Ruang
sosial perbelanjaan yang bernama pasar tradisional dan pasar modern mencuat ke
permukaan ketika kehidupan anak manusia mulai maju. Dalam konteks ini, ketika
mereka menyadari bahwa berbagai macam kebutuhan tidak mungkin dapat terpenuhi
kalau tidak membangun jalinan hubungan sosial. Maka ketika itulah individu
sebagai warga masyarakat mulai melangsungkan proses saling tukar menukar barang
dalam bentuk pertukaran antara singkong dengan ayam, telur dengan ikan dan
buah-buahan dengan kelapa, serta berbagai jenis barang lainnya. Beranjat dari
itulah, maka bentuk “interaksi barter” tersebut berlanjut ke model interaksi
jual beli dan tindakan komunikasi berbasis uangisme dan berorientasi hedonisme.
Kini,
telah menjelmah sebuah ruang sosial perbelanjaan berupa ”mega-mall, super-mall
dan hiper-mall” dengan aneka pernak-perniknya yang tidak hanya merangsang
bangkitnya perilaku konsumeristis. Akan tetapi, juga sukses gemilang
menghipnotis pengunjung hingga menggiringnya ke dalam sebuah “kerangkeng
fantastis” yang kemudian membuahkan perilaku buruk.
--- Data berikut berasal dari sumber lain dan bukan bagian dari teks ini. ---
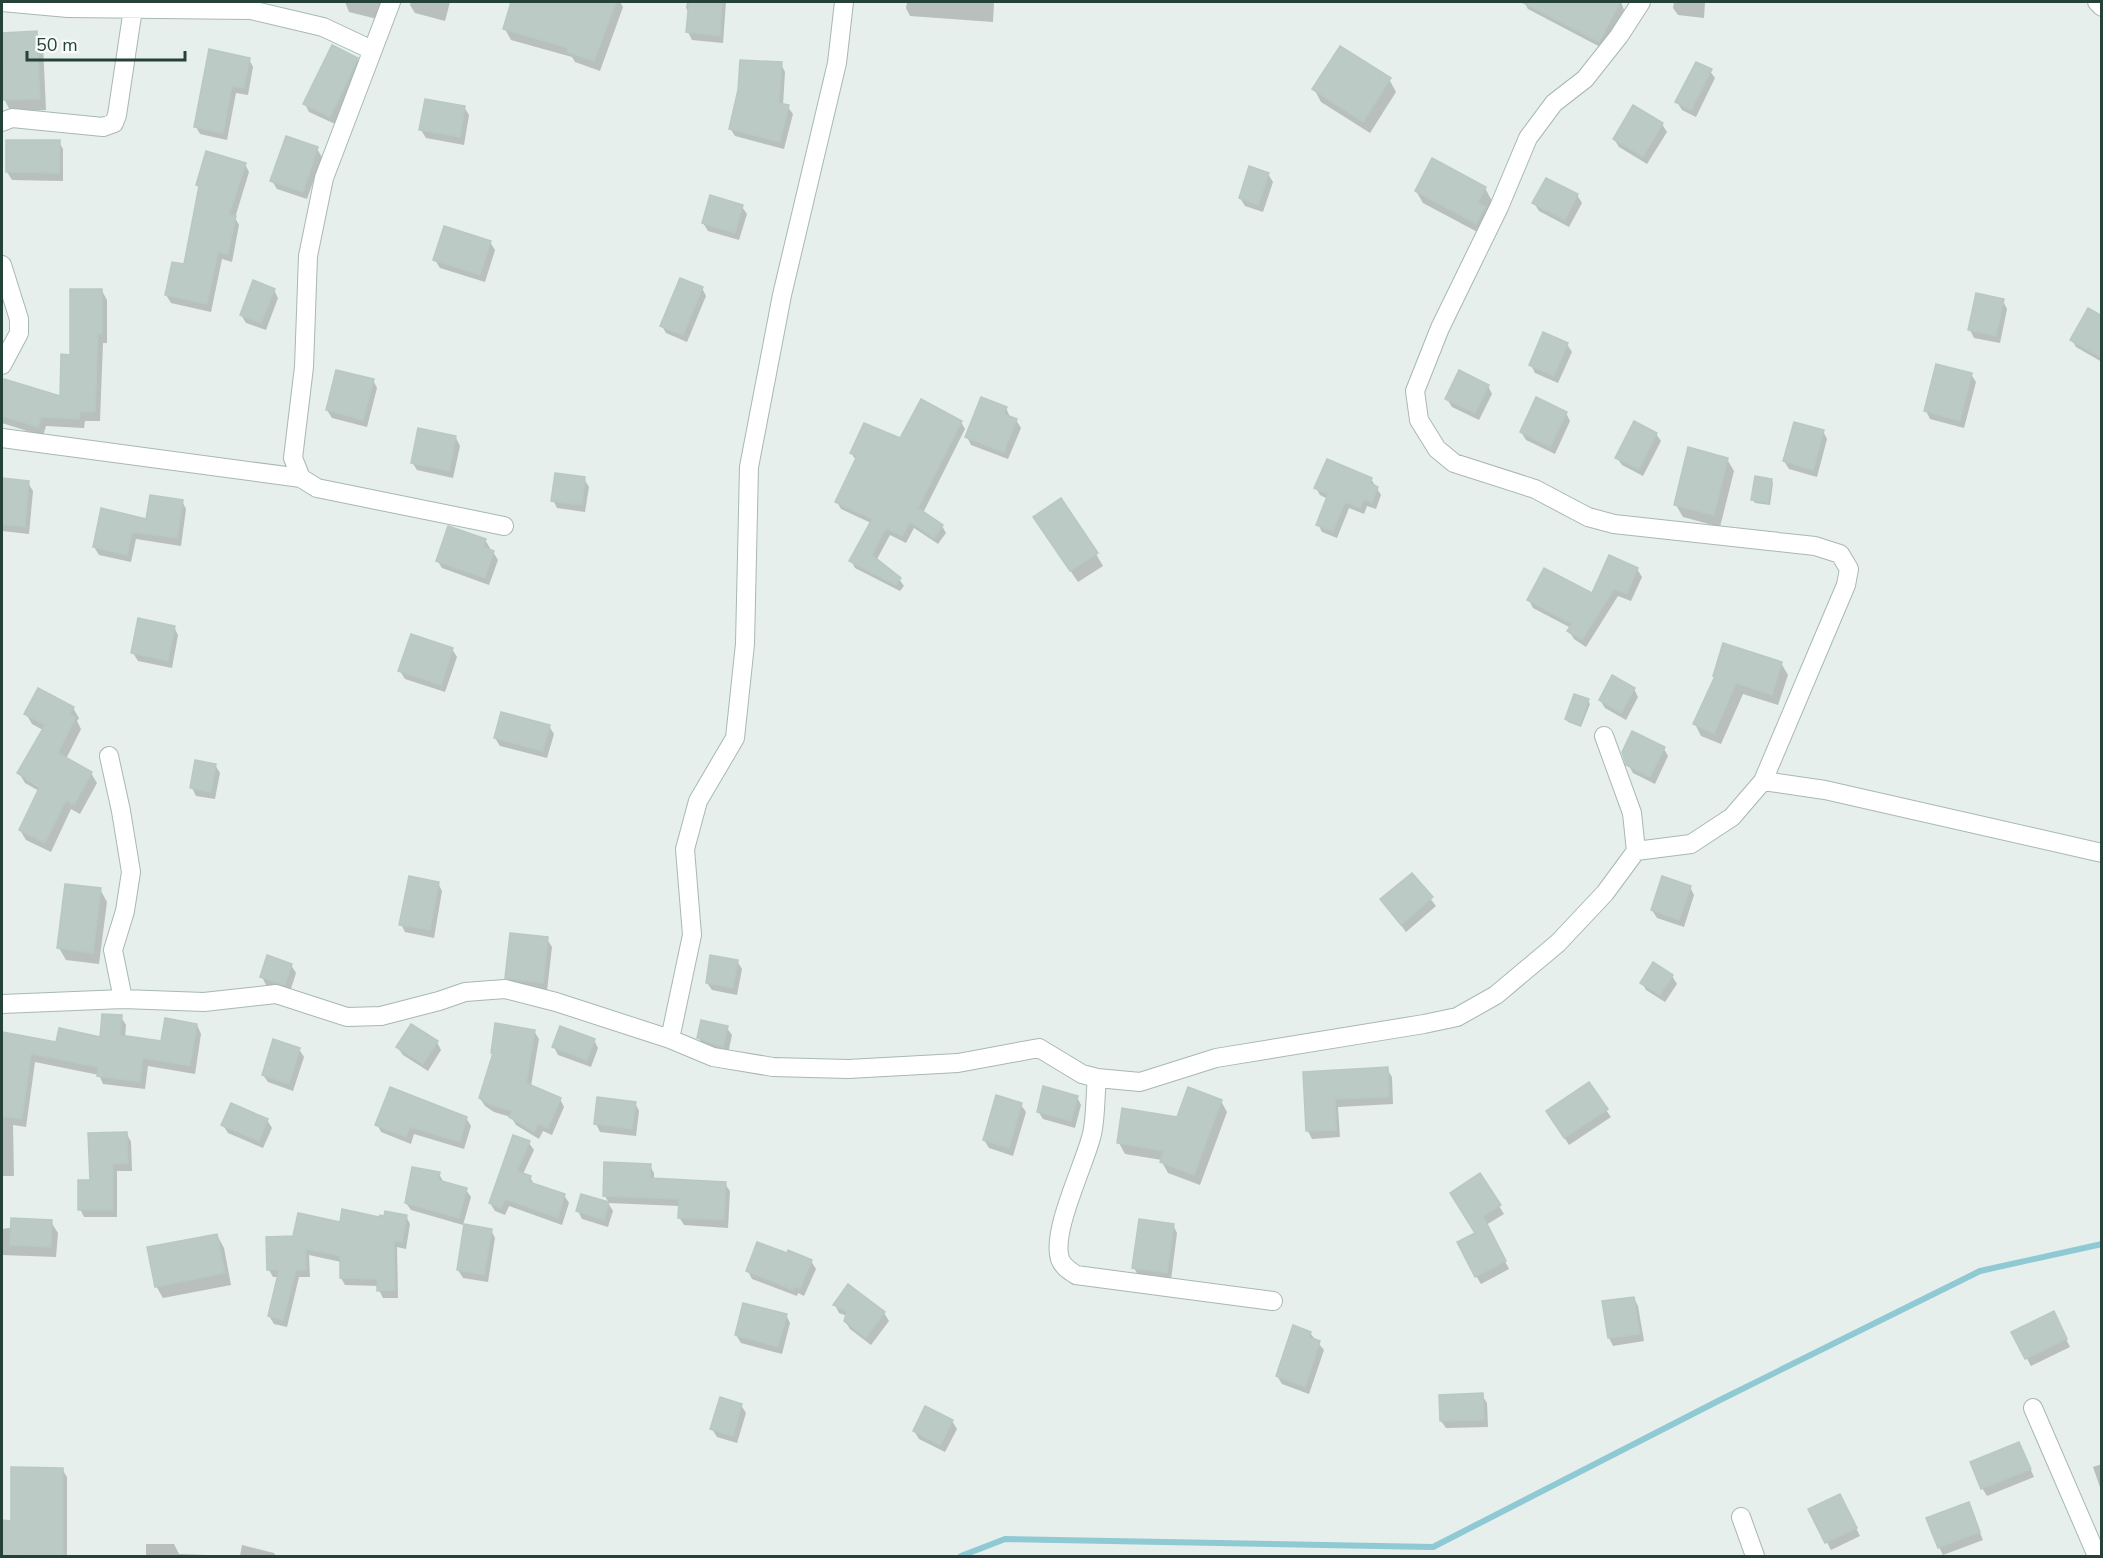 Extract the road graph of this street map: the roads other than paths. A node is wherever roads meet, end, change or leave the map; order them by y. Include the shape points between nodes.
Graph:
1 (2, 2) edge
2 (391, 2) edge
3 (844, 2) edge
4 (1641, 2) edge
5 (2097, 2) edge
6 (134, 5) edge
7 (2102, 7) edge
8 (372, 50) junction
9 (2, 122) edge
10 (2, 266) edge
11 (2, 365) edge
12 (2, 438) edge
13 (301, 478) junction
14 (504, 526) dead end
15 (1604, 736) dead end
16 (109, 756) dead end
17 (1763, 781) junction
18 (1636, 851) junction
19 (2102, 853) edge
20 (123, 999) junction
21 (2, 1004) edge
22 (670, 1039) junction
23 (1097, 1078) junction
24 (1273, 1301) dead end
25 (2033, 1408) dead end
26 (1741, 1517) dead end
27 (1755, 1557) edge
28 (2097, 1557) edge

1 - 6 street via 68,8
2 - 8 street
3 - 22 street via 837,63 782,295 749,467 745,644 735,738 698,801 685,849 692,935
4 - 17 street via 1585,79 1554,103 1528,138 1415,391 1419,420 1437,450 1454,463 1535,489 1588,517 1626,525 1815,546 1840,554 1850,569 1846,585
5 - 7 street
6 - 8 street via 251,10 323,27
6 - 9 street via 114,123 103,127 12,118
8 - 13 street via 324,178 308,256 304,367 293,458
10 - 11 street via 19,319 19,333
12 - 13 street
13 - 14 street via 317,488
15 - 18 street via 1632,813
16 - 20 street via 131,872 113,950
17 - 18 street via 1732,818 1691,844
17 - 19 street via 1825,790
18 - 23 street via 1605,893 1558,944 1496,994 1457,1017 1216,1058 1140,1082
20 - 21 street
20 - 22 street via 204,1002 276,994 347,1017 381,1016 465,992 505,989
22 - 23 street via 713,1057 773,1067 848,1069 958,1063 1039,1048 1082,1074
23 - 24 street via 1093,1132 1060,1238 1059,1257 1064,1266 1076,1275
25 - 28 street
26 - 27 street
Dan menurut Baudrillard
(2006) kebiasaan buruk tersebut harus segera diputuskan (breaking the habit). Pasalnya,
menurut Piliang (1998) bahwa betapa ruang sosial ekonomi perbelanjaan akan
menjelmah menjadi sebuah bentuk realitas semu yang berakibat pada kejahatan,
gelandangan, kemiskinan dan sampah.
Tampaknya,
hasil penelitian yang menggunakan pendekatan kualitatif dalam konteks ethnografi
of communication, ethnometodologik dan interaksionisme simbolik ini, mendendangkan
bahwa di balik ruang sosial perbelanjaan tradisional, terdengar isyak tangis
segelintir pelaku sosial ekonomi kerakyatan. Sementara di balik gegap gempita
hipermarket terselubung setumpuk realitas dan hiperealitas yang significant
dengan perilaku konsumtif. Betapa idiologi konsumeristis dengan gilang gemilang
menebarkan “virus penakluk”, sehingga kelas menengah ke atas kian doyan
membelanjakan duitnya. Celakanya, kaum kelas menengah ke bawah pun ikut serta
tergiur untuk mencicipi aneka barang konsumtif itu. Meskipun secara ekonomi,
sesungguhnya mereka belum memiliki kemampuan untuk membeli barang-barang bernuansa
pecitraan itu.
Pada
gilirannya, hasil konstruksi sosial Super Mall tampak merupakan sebuah bentuk
rasionalitas, namun kemudian menurut Weber (dalam Jhonson, 1985 dan Ritzer
2013) bahwa ikhwal itu membuahkan ketakrasionalan dari sesuatu yang rasional (the
irrationality of rationality). Karena itulah, ke depan pembangunan pasar tradisional
dan pasar modern harus benar-benar menggunakan pendekatan partisipatif,
sehingga tidak hanya semata-mata berpijak pada keinginan pemerintah dan pemilik
modal yang cenderung tidak manusiawi.